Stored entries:
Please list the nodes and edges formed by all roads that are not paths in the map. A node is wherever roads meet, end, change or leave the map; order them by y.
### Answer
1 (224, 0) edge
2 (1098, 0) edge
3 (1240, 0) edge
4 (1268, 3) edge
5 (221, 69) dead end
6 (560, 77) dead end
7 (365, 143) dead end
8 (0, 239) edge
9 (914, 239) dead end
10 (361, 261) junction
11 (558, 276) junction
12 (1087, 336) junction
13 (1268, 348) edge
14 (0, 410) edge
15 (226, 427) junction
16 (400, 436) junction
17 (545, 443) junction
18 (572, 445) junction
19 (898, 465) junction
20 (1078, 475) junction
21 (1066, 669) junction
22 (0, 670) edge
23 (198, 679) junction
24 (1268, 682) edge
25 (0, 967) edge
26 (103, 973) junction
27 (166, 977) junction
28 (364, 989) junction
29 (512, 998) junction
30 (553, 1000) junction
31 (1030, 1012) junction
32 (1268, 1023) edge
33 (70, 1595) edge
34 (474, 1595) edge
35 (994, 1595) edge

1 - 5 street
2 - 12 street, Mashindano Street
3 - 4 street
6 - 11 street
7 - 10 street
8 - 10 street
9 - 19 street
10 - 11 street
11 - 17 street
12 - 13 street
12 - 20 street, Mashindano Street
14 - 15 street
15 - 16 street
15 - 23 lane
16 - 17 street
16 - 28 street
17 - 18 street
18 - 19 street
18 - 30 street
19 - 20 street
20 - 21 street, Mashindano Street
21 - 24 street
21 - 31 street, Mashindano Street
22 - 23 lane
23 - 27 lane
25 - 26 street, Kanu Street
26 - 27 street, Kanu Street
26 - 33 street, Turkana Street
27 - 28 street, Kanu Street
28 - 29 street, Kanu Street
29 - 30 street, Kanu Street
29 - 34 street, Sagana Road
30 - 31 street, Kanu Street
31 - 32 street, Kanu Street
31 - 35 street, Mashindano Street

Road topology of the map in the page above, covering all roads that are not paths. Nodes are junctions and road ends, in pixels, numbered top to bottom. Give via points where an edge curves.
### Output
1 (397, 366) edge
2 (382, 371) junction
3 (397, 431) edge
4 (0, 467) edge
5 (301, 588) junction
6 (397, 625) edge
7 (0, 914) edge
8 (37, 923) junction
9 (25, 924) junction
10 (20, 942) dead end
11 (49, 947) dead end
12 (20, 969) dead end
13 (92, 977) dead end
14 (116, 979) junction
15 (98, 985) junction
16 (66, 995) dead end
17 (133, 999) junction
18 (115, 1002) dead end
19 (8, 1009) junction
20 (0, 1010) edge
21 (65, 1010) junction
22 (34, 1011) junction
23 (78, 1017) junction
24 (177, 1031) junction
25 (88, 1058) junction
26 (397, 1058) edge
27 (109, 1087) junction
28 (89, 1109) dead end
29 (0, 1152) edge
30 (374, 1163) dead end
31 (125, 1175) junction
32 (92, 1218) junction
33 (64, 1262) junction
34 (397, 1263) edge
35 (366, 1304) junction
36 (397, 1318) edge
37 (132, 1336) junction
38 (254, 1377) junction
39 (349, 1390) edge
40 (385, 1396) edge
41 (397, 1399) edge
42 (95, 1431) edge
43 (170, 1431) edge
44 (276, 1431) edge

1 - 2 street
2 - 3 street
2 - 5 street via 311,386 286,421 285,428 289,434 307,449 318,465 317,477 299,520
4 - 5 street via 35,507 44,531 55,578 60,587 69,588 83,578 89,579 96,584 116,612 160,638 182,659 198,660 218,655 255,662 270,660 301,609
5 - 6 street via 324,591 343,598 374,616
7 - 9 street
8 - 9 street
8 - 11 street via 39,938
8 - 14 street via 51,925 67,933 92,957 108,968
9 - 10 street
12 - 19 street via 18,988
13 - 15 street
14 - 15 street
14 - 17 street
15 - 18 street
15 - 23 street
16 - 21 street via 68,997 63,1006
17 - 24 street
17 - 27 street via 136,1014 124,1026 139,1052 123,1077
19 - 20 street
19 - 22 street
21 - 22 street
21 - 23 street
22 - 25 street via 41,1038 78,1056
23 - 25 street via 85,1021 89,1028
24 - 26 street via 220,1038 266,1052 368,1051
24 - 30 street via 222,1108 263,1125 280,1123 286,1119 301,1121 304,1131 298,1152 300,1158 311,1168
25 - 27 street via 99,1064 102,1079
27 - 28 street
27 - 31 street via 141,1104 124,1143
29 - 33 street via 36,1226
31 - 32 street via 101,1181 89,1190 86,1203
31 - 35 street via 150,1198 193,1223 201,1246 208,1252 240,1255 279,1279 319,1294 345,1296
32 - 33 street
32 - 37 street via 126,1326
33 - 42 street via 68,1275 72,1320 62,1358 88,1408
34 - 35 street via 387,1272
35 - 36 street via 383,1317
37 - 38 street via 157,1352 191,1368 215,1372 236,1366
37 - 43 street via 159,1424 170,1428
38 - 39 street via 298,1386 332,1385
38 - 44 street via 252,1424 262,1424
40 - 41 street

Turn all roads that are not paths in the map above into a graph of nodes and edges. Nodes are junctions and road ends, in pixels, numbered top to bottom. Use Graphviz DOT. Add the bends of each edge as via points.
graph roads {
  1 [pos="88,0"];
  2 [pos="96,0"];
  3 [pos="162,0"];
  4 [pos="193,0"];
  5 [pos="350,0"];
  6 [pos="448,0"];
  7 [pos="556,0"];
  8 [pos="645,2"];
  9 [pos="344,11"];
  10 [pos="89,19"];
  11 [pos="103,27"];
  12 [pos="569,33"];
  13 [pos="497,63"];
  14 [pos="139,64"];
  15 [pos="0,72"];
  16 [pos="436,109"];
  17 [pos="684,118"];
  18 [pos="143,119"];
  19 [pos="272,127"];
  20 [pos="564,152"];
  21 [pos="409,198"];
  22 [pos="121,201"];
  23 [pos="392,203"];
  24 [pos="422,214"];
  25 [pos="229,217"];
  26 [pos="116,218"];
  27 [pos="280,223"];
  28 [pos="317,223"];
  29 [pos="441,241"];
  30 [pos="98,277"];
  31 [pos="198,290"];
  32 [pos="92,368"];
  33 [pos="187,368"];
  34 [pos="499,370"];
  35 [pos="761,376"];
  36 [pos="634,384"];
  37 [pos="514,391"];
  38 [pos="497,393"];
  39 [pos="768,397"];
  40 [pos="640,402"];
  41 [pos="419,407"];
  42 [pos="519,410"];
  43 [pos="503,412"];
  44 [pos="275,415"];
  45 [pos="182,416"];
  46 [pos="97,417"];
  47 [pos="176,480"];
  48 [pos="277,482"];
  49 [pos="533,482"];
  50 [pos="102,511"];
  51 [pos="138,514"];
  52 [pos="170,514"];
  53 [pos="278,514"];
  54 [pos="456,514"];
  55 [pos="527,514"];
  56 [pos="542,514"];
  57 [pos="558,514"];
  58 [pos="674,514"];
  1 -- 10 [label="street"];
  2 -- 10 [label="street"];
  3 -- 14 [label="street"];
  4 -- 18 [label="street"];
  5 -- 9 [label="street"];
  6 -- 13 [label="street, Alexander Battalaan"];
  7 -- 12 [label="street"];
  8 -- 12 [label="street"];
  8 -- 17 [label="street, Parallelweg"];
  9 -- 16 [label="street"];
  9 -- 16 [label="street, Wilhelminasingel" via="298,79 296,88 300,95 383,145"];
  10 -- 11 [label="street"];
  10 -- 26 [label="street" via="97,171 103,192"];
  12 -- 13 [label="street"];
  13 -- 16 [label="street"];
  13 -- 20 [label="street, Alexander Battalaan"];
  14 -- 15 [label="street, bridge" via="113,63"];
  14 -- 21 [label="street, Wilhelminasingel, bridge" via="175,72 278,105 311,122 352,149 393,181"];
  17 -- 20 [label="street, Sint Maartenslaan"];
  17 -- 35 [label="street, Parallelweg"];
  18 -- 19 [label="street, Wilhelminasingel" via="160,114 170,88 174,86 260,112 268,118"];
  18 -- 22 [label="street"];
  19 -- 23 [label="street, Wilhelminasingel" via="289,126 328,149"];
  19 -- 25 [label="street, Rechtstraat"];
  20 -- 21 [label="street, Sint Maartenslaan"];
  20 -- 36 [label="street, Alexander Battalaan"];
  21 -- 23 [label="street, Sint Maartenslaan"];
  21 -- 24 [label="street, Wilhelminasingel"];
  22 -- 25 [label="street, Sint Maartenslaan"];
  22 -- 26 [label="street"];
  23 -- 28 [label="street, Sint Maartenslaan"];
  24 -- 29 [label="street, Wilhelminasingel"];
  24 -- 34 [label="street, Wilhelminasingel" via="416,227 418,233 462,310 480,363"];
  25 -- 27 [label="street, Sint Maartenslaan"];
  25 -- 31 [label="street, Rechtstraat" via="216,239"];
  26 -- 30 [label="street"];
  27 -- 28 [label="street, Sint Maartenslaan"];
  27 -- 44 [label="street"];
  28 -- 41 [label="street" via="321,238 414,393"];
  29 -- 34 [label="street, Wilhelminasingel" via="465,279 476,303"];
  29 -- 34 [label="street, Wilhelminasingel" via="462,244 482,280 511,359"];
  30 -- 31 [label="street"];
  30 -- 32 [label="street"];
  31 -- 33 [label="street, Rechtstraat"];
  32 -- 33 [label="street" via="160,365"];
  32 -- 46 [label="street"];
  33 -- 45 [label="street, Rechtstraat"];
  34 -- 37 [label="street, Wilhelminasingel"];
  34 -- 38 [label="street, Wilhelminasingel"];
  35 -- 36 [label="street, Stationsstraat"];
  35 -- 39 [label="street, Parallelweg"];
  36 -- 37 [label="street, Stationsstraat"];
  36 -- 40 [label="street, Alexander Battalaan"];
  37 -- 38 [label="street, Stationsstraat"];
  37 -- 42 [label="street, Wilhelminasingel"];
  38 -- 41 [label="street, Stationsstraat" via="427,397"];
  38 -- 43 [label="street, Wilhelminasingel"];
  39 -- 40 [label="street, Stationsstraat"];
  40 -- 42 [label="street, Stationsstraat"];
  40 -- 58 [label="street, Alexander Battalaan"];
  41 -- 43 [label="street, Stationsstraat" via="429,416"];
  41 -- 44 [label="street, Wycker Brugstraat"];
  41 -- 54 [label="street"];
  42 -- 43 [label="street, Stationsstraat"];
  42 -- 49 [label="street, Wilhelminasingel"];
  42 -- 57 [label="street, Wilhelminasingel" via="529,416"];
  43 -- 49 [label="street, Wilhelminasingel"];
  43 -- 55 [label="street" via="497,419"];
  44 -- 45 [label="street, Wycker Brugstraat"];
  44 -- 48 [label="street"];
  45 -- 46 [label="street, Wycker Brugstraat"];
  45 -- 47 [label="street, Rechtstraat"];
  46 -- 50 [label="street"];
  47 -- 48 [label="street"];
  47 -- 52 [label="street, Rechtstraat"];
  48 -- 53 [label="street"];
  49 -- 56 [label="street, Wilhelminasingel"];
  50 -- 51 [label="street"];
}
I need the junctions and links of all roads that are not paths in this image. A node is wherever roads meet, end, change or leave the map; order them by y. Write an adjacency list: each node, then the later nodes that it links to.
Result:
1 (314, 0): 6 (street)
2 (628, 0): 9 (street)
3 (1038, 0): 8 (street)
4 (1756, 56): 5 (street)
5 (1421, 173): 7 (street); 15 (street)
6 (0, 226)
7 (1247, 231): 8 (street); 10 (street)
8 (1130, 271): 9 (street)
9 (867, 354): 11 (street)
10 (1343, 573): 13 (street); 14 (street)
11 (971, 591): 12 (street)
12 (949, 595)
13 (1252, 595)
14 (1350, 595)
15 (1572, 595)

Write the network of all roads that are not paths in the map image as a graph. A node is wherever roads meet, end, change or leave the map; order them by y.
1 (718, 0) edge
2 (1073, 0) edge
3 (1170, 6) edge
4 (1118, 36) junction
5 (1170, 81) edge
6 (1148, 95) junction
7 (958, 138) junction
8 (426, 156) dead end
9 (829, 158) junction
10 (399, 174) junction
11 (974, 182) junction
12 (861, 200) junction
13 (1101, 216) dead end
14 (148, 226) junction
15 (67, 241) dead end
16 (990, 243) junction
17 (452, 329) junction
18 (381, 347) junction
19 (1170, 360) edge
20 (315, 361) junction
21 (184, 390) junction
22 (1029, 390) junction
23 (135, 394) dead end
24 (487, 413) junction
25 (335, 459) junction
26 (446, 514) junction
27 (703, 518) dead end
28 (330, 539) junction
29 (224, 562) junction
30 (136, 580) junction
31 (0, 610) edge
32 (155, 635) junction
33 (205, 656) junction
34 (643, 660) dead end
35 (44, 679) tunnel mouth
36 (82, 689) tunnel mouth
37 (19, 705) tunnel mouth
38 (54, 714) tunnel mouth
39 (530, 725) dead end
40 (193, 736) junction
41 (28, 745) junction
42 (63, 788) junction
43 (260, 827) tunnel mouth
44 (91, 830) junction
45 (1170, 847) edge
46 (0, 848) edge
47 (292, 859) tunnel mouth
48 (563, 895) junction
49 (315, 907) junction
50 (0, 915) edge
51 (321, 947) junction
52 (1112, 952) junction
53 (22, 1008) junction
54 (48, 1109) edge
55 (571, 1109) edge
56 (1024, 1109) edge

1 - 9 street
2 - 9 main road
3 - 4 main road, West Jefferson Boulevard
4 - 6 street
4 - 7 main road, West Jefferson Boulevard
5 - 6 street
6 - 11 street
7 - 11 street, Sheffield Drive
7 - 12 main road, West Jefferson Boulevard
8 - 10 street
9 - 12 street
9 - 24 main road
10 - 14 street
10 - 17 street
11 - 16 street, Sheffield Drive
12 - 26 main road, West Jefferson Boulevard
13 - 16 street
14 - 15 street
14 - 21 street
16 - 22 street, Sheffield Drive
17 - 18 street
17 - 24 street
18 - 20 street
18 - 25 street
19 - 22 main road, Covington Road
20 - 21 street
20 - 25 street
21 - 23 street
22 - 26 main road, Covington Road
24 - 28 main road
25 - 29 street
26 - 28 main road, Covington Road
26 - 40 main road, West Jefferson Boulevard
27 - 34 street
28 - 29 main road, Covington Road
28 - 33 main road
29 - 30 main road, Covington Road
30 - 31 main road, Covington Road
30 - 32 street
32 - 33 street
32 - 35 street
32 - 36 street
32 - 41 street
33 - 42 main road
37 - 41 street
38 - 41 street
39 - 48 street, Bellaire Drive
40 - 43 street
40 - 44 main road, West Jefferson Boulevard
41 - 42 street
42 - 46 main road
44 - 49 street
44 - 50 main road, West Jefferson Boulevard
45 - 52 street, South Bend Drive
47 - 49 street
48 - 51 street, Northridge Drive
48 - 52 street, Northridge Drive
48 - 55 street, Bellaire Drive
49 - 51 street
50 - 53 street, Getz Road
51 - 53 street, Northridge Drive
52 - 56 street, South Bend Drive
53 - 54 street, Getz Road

• [YOUR INSTRUCTIONS] Report each line in the entries where the string "edges" occurs.

• [ANSWER SECTION]
Please list the nodes and edges formed by all roads that are not paths in the map. A node is wherever roads meet, end, change or leave the map; order them by y.
Turn all roads that are not paths in the map above into a graph of nodes and edges. Nodes are junctions and road ends, in pixels, numbered top to bottom. Use Graphviz DOT. Add the bends of each edge as via points.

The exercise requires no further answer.